### Data shown

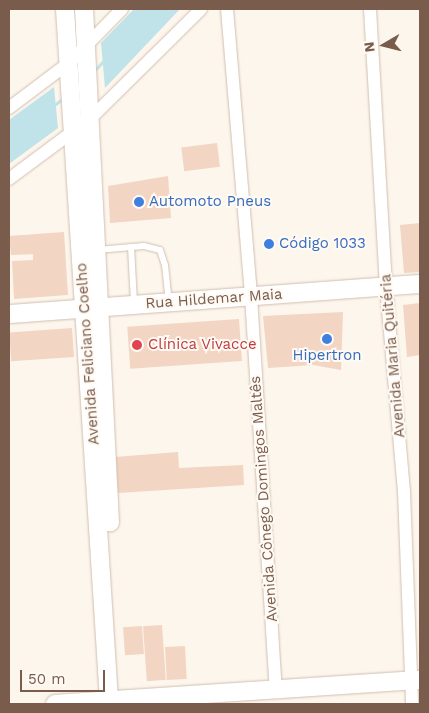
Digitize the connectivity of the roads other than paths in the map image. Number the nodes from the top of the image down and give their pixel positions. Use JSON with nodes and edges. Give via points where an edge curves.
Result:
{"nodes":[{"id":1,"x":65,"y":9,"type":"edge"},
{"id":2,"x":84,"y":9,"type":"edge"},
{"id":3,"x":122,"y":9,"type":"edge"},
{"id":4,"x":201,"y":9,"type":"edge"},
{"id":5,"x":227,"y":9,"type":"edge"},
{"id":6,"x":370,"y":9,"type":"edge"},
{"id":7,"x":79,"y":62,"type":"junction"},
{"id":8,"x":9,"y":108,"type":"edge"},
{"id":9,"x":91,"y":118,"type":"junction"},
{"id":10,"x":74,"y":132,"type":"junction"},
{"id":11,"x":9,"y":179,"type":"edge"},
{"id":12,"x":131,"y":246,"type":"junction"},
{"id":13,"x":96,"y":250,"type":"junction"},
{"id":14,"x":420,"y":284,"type":"edge"},
{"id":15,"x":386,"y":286,"type":"junction"},
{"id":16,"x":251,"y":296,"type":"junction"},
{"id":17,"x":169,"y":302,"type":"junction"},
{"id":18,"x":134,"y":305,"type":"junction"},
{"id":19,"x":92,"y":308,"type":"junction"},
{"id":20,"x":9,"y":314,"type":"edge"},
{"id":21,"x":415,"y":681,"type":"edge"},
{"id":22,"x":276,"y":691,"type":"junction"},
{"id":23,"x":115,"y":700,"type":"junction"},
{"id":24,"x":55,"y":704,"type":"edge"},
{"id":25,"x":412,"y":704,"type":"edge"}],
"edges":[{"from":1,"to":7,"type":"street","name":"Avenida Feliciano Coelho"},
{"from":2,"to":7,"type":"street","name":"Avenida Feliciano Coelho"},
{"from":3,"to":7,"type":"street"},
{"from":4,"to":9,"type":"street"},
{"from":5,"to":16,"type":"street","name":"Avenida Cônego Domingos Maltês"},
{"from":6,"to":15,"type":"street","name":"Avenida Maria Quitéria"},
{"from":7,"to":8,"type":"street"},
{"from":7,"to":9,"type":"street","name":"Avenida Feliciano Coelho","via":[[90,100]]},
{"from":7,"to":10,"type":"street","name":"Avenida Feliciano Coelho"},
{"from":9,"to":10,"type":"street"},
{"from":9,"to":13,"type":"street","name":"Avenida Feliciano Coelho"},
{"from":10,"to":11,"type":"street"},
{"from":10,"to":19,"type":"street","name":"Avenida Feliciano Coelho"},
{"from":12,"to":13,"type":"lane"},
{"from":12,"to":17,"type":"lane","via":[[155,248],[163,254]]},
{"from":12,"to":18,"type":"lane"},
{"from":13,"to":19,"type":"street","name":"Avenida Feliciano Coelho"},
{"from":14,"to":15,"type":"street","name":"Rua Hildemar Maia"},
{"from":15,"to":16,"type":"street","name":"Rua Hildemar Maia"},
{"from":15,"to":21,"type":"street","name":"Avenida Maria Quitéria","via":[[404,492]]},
{"from":16,"to":17,"type":"street","name":"Rua Hildemar Maia"},
{"from":16,"to":22,"type":"street","name":"Avenida Cônego Domingos Maltês"},
{"from":17,"to":18,"type":"street","name":"Rua Hildemar Maia"},
{"from":18,"to":19,"type":"street","name":"Rua Hildemar Maia"},
{"from":19,"to":20,"type":"street","name":"Rua Hildemar Maia"},
{"from":19,"to":23,"type":"street","name":"Avenida Feliciano Coelho"},
{"from":21,"to":22,"type":"street"},
{"from":21,"to":25,"type":"street","name":"Avenida Maria Quitéria"},
{"from":22,"to":23,"type":"street"},
{"from":23,"to":24,"type":"street"}]}
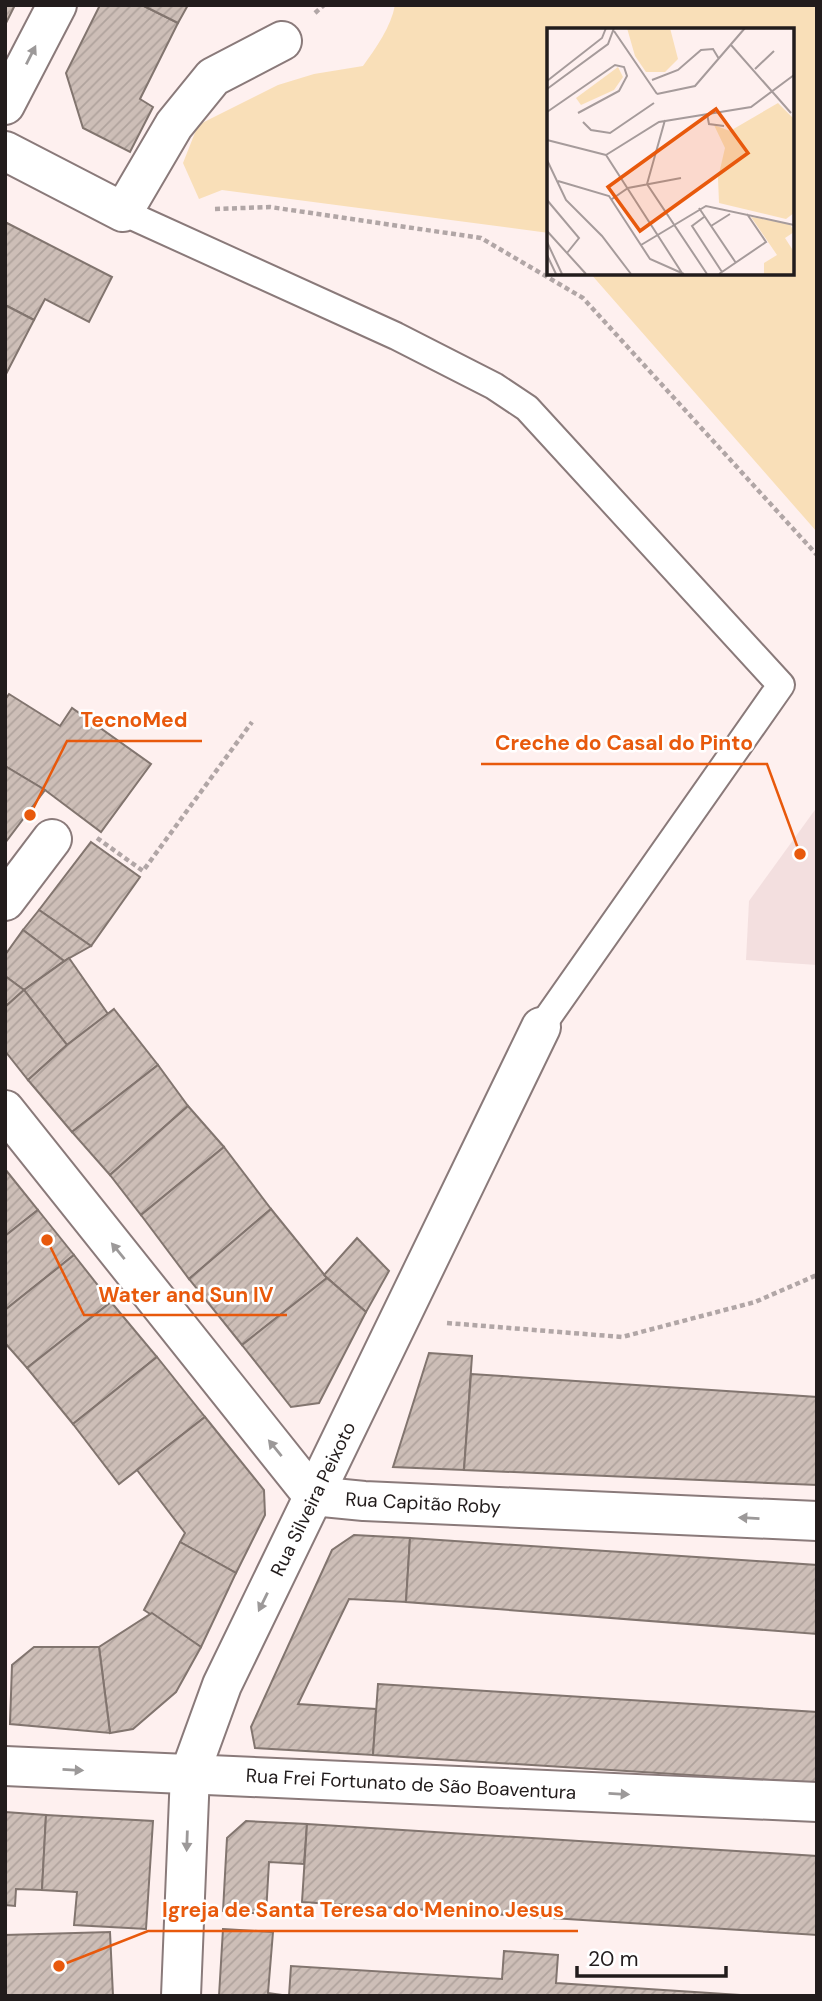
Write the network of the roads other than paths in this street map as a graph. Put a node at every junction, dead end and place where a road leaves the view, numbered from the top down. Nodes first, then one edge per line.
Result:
1 (57, 5) edge
2 (282, 41) dead end
3 (5, 105) edge
4 (5, 151) edge
5 (123, 212) junction
6 (52, 839) road end
7 (5, 901) edge
8 (541, 1027) joint
9 (5, 1110) edge
10 (313, 1496) junction
11 (817, 1521) edge
12 (5, 1766) edge
13 (190, 1773) junction
14 (817, 1802) edge
15 (181, 1996) edge

3 -> 1 street
2 - 5 street
4 - 5 street
5 - 8 lane
6 - 7 street
8 - 10 street, Rua Silveira Peixoto
10 -> 9 street
11 -> 10 street, Rua Capitão Roby
10 -> 13 street, Rua Silveira Peixoto
12 -> 13 street, Rua Frei Fortunato de São Boaventura
13 -> 14 street, Rua Frei Fortunato de São Boaventura
13 -> 15 street, Rua Silveira Peixoto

######

[Task to complete]:
Among the records above, find each line holding the string "Maltês" and pull it out.

[Answer below]:
{"from":5,"to":16,"type":"street","name":"Avenida Cônego Domingos Maltês"},
{"from":16,"to":22,"type":"street","name":"Avenida Cônego Domingos Maltês"},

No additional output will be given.